The word quiet. Final.
"Sorry doesn't fix it. I've heard sorry a hundred times. The bottles are still in the kitchen. The pills are still in the drawer. The nightmare is still in my head."
He straightened. Wiped his face with his sleeve.
"I've done the maths. On my own. Inputs and outputs. The money, the bottles. What happens if I stay, if I leave. They all end the same. You die. Whether I stay or leave, you die. Me staying makes it slower. Me leaving makes it faster. The end is the same."
He looked at her.
"The equation on the board this morning. 178 steps, peak 190,996. That was me. I did it in three minutes. Mrs Daley asked and I lied. I've been lying since Year 6 because I didn't want you to cry. Every time I'm good at something, you cry because Dad would have been proud and Dad isn't here. I can't carry that anymore. I can't carry you and me and Hannah and the house and the bottles and the nightmares. I'm thirteen. I'm just thirteen."
He stepped back.
"But the equation that matters—the one I've been doing over and over—is the one where you die. And the answer is always the same. I can't save you. Only you can save you. And you won't, both equations end the same way and I hate it."

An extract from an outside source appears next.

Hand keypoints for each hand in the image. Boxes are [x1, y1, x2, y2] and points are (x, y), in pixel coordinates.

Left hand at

Mum reached for him. "I'll try. I'll really try. I'll get help—"
"Don't promise. You promised after Hannah left. After the court case. After the school sent the letter. Nothing ever changes."

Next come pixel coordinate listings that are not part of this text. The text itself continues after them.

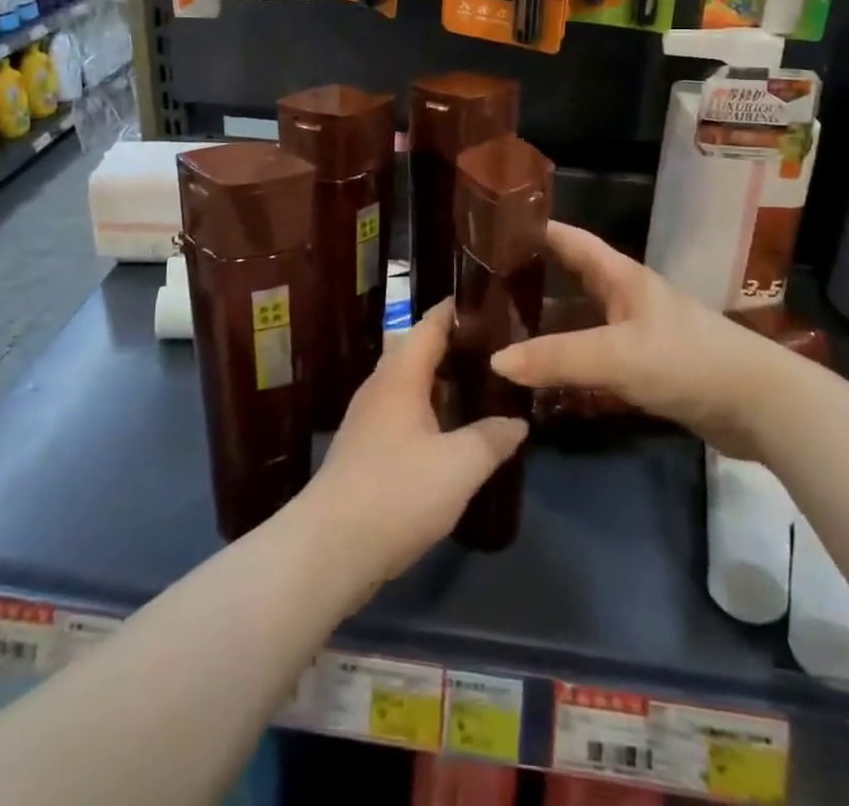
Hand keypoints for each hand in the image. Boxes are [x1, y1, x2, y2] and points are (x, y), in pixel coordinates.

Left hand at [298, 300, 526, 592]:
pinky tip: (451, 431)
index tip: (489, 302)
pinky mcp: (365, 448)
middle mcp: (381, 386)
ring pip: (410, 383)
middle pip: (418, 350)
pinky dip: (430, 409)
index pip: (429, 324)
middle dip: (455, 346)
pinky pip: (403, 410)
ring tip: (482, 386)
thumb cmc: (397, 493)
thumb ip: (492, 438)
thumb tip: (518, 421)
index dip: (456, 310)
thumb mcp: (460, 466)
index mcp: (401, 375)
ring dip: (443, 380)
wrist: (330, 547)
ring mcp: (368, 417)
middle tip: (498, 349)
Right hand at [490, 222, 769, 458]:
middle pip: (572, 277)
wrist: (758, 405)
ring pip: (582, 318)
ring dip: (549, 321)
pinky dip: (569, 357)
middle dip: (533, 277)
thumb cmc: (686, 360)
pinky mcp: (647, 367)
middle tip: (487, 285)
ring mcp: (638, 332)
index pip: (570, 240)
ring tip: (504, 329)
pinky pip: (596, 354)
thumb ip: (557, 358)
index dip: (535, 230)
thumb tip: (495, 361)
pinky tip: (545, 373)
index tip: (493, 229)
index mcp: (621, 276)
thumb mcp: (616, 355)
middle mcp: (626, 297)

He stepped further back. Out of reach.
"I'm done. I'm going to Jamie's tonight. Tomorrow night I'm leaving. Nan and Grandad's. I'm not coming back."
The words fell into the car park.
"It's up to you. I'm not your parent. I'm not your carer. I'm your son. And I wish—" His voice broke. "I wish you loved yourself enough to be there for us. Not just me. Her too. She's been waiting for years."

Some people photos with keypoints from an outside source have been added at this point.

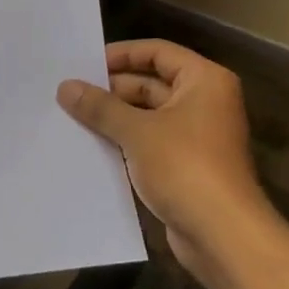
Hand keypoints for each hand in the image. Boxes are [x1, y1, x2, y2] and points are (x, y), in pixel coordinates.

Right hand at [57, 40, 277, 279]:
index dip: (121, 54)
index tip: (84, 64)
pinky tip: (91, 147)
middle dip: (112, 90)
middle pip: (152, 83)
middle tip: (70, 94)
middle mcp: (204, 102)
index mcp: (204, 81)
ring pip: (148, 116)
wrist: (223, 236)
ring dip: (115, 118)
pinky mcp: (187, 166)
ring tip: (72, 118)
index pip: (157, 52)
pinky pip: (150, 143)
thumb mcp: (137, 131)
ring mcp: (196, 136)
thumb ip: (100, 107)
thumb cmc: (185, 167)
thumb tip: (66, 87)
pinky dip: (125, 142)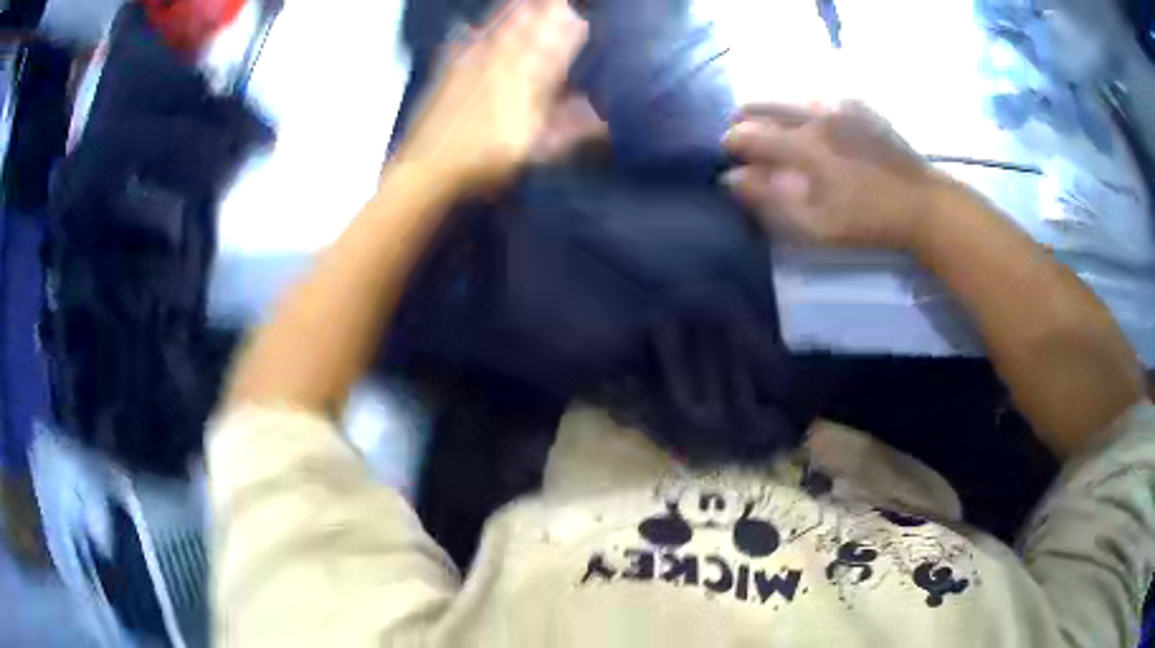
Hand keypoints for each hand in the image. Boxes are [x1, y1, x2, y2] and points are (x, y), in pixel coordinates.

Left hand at [397, 0, 587, 193]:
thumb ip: (567, 129)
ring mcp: (468, 72)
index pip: (551, 56)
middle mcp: (498, 72)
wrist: (427, 169)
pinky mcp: (444, 78)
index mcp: (523, 89)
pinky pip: (458, 50)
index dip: (566, 36)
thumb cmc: (484, 163)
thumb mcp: (534, 151)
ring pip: (494, 37)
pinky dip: (464, 37)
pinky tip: (466, 28)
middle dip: (542, 15)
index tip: (580, 18)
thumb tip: (598, 113)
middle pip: (524, 38)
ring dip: (509, 16)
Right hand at [722, 101, 949, 249]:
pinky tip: (810, 124)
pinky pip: (817, 96)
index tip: (731, 158)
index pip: (747, 134)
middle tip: (745, 138)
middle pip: (761, 103)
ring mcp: (838, 105)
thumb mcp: (816, 225)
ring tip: (772, 128)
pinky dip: (802, 107)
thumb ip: (770, 200)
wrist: (921, 204)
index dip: (732, 145)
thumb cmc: (867, 221)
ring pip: (786, 95)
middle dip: (745, 119)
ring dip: (771, 110)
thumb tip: (731, 178)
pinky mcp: (858, 105)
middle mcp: (815, 115)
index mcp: (804, 146)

He turned. Walked toward the gate. Back straight. Face a ruin. He didn't look back.
Hannah was still there. Crying silently—the tears that had started when Ethan stepped between her and the slap, that had fallen while he listed everything she'd done, that had come harder when he couldn't finish his sentences and she'd had to hold his hand to keep him standing. She straightened. Looked at Mum standing there with the blood on her palm.
She didn't hug her. But she stopped in front of her.
"I never stopped loving you."
Mum looked up.
"I just wish you loved yourself more. Because you're still my mum. I still need you. Even after everything."
Mum's face broke. A raw sound came out of her. She reached for Hannah. Hands trembling, stained.
Hannah let Mum's hands rest on her shoulders. Held the moment. Then stepped back.
"I have to go with him."
Mum nodded. Couldn't speak.
Hannah turned. Followed Ethan toward the gate. Didn't look back.
Mum stood alone in the car park.
The teachers at the windows—Mr Andrews, the others—were still there. Some of them were crying. Mrs Daley was no longer at the window. She was inside, on the phone, doing what she was required by law to do.
The students by the gate had gone very quiet. One of them—a girl Ethan's age—was wiping her eyes with her sleeve.
The countdown screen on the bus shelter cycled. WHO YOU REALLY ARE — EPISODE THREE. 1 DAY.
Mum looked down at her hand. The blood on her palm. Ethan's blood. She stared at it. She didn't wipe it away.
She stood there for a long moment. The sun was in her eyes. The afternoon was warm and ordinary and indifferent. The world was going on around her as if nothing had happened.
Then, slowly, very slowly, she began to walk home.
Alone.
The car park was very quiet. The countdown screen cycled again.